TW: death
Tick. Tick. Tick.
It is the old pocket watch on the counter to his right that Alistair can hear the loudest. The one he has just fixed.
It was a problem with the balance wheel. He had:
*Removed the back of the watch
*Identified the problem: a bend in the balance wheel
*Taken the balance wheel out to re-stake it back into alignment
*Fixed the broken hairspring
*Returned the hairspring and the balance wheel to the watch and replaced the casing
The balance wheel had been a little tricky. It’s a delicate piece of equipment. One of Alistair’s favourite pieces of the clock. Its ‘beating heart’. Sometimes it’s called the ‘unrest’. By oscillating back and forth, it controls the release of energy from the mainspring. The balance wheel makes the watch tick. It divides up time into neat, clear intervals.
Tick. Tick. Tick.
This one was difficult because the warped balance wheel meant that the hairspring – the fine spring coiled up inside the wheel – had all bunched up on one side. On the other, it had unfurled. From above it looked like a broken ripple, the spools huddled tightly together on one side, and arcing away from each other on the other. Alistair took great pleasure in fixing it. Slowly, methodically he re-coiled the spring, putting time back in its proper place.

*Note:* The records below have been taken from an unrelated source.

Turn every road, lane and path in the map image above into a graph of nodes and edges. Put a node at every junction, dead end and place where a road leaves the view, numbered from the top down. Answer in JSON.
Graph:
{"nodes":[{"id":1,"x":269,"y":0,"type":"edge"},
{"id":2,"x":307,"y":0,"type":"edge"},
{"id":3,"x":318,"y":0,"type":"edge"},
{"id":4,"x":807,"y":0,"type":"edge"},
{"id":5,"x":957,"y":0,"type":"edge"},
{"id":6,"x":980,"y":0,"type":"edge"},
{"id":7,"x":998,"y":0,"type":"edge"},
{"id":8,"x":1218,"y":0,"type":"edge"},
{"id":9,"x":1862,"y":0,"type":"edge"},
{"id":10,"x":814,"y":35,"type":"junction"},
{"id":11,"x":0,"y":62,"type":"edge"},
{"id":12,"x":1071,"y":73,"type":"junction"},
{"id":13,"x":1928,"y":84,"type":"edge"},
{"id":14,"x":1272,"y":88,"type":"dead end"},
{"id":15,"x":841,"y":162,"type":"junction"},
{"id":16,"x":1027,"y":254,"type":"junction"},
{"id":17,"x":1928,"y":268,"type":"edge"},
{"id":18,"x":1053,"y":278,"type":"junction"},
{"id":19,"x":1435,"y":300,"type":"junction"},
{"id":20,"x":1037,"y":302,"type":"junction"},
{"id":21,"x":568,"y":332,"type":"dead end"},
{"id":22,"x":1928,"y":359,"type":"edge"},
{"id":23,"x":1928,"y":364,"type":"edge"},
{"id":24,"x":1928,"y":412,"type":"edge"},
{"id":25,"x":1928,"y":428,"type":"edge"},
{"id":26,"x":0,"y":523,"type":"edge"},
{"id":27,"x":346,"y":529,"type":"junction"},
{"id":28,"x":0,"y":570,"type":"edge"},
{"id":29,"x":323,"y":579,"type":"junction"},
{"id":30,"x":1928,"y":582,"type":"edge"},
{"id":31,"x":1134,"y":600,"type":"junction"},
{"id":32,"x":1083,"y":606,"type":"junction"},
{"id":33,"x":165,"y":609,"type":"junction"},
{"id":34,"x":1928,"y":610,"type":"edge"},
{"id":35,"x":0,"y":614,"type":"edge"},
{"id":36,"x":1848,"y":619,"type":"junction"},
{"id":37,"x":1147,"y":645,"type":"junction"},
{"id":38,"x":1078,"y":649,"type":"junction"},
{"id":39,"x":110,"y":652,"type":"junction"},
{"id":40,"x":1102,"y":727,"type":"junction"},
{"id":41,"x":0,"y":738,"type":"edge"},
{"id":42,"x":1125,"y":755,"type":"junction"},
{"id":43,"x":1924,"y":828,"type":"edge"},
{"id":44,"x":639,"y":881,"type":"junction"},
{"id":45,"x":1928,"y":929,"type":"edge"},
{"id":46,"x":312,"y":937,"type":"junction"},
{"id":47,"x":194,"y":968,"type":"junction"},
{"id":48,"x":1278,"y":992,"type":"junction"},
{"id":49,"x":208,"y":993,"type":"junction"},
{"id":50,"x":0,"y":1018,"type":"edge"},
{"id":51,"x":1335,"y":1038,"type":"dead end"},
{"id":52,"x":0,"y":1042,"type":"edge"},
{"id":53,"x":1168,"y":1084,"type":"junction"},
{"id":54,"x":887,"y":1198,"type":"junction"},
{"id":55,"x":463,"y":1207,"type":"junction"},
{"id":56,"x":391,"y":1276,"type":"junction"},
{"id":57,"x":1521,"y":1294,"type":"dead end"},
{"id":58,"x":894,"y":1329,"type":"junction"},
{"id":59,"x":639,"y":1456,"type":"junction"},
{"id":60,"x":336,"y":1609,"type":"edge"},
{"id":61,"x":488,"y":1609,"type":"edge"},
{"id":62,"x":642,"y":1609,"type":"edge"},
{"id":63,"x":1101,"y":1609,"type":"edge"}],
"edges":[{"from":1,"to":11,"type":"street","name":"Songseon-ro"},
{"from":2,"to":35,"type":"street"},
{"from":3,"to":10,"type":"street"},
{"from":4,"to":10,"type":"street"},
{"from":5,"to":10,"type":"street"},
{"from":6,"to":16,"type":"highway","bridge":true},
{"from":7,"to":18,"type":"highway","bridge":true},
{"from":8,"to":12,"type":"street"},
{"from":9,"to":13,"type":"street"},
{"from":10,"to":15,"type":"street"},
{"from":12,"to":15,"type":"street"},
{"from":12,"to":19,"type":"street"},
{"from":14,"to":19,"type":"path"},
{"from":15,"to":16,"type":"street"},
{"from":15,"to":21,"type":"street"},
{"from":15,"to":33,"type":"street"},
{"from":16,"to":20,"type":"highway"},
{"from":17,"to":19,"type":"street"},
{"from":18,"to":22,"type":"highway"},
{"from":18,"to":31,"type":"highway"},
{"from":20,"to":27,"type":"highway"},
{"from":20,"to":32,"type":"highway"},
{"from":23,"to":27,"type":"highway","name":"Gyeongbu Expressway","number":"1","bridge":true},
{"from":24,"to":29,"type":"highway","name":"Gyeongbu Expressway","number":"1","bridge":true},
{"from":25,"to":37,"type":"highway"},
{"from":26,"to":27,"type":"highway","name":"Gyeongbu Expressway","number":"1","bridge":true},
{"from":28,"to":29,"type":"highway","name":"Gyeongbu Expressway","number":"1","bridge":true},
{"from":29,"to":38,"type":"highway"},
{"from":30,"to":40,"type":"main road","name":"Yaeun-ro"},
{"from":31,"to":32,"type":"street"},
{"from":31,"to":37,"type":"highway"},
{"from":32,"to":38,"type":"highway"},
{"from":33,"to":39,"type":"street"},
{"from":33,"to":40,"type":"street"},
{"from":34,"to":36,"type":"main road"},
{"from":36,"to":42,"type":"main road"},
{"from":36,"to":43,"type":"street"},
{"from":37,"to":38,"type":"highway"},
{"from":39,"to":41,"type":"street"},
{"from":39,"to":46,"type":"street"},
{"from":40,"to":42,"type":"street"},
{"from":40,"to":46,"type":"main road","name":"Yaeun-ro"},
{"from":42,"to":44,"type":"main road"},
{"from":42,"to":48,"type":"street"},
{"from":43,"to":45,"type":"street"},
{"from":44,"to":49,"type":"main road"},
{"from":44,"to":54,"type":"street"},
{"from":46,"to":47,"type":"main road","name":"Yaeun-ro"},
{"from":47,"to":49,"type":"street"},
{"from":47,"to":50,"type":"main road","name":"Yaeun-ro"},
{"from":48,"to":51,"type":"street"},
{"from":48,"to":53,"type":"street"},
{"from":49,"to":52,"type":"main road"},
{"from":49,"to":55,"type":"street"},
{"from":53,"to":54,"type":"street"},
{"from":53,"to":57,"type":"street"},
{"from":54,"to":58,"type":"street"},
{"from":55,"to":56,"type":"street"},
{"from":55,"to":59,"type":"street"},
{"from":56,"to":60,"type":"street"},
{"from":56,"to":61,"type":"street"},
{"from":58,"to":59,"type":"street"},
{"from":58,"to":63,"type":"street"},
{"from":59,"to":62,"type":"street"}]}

Now it is working perfectly.
Tick. Tick. Tick.
It is part of a soft, relentless mechanical chorus that sounds throughout Alistair’s workshop. When he began this work 40 years ago, the shopfront was sparse. Faces as they passed looked in on shelves containing one or two clocks. A single grandfather clock in the corner. An empty workbench cratered and exposed to the light, like the full moon.
But over the years he has accumulated many things:
*Clockfaces
*Standing clocks
*Carriage clocks
*Mantlepiece clocks
*Watches
*Barometers
Tick. Tick. Tick.
There is more, of course. Some of the items are antique, some are not. Each clock is listed on the inventory which Alistair keeps in his desk. Everything that has ever passed through his shop is listed in here. It has grown steadily over the years. Alistair has barely registered its growing weight, so slight has the change been from one month to the next, so gradual the accumulation of time.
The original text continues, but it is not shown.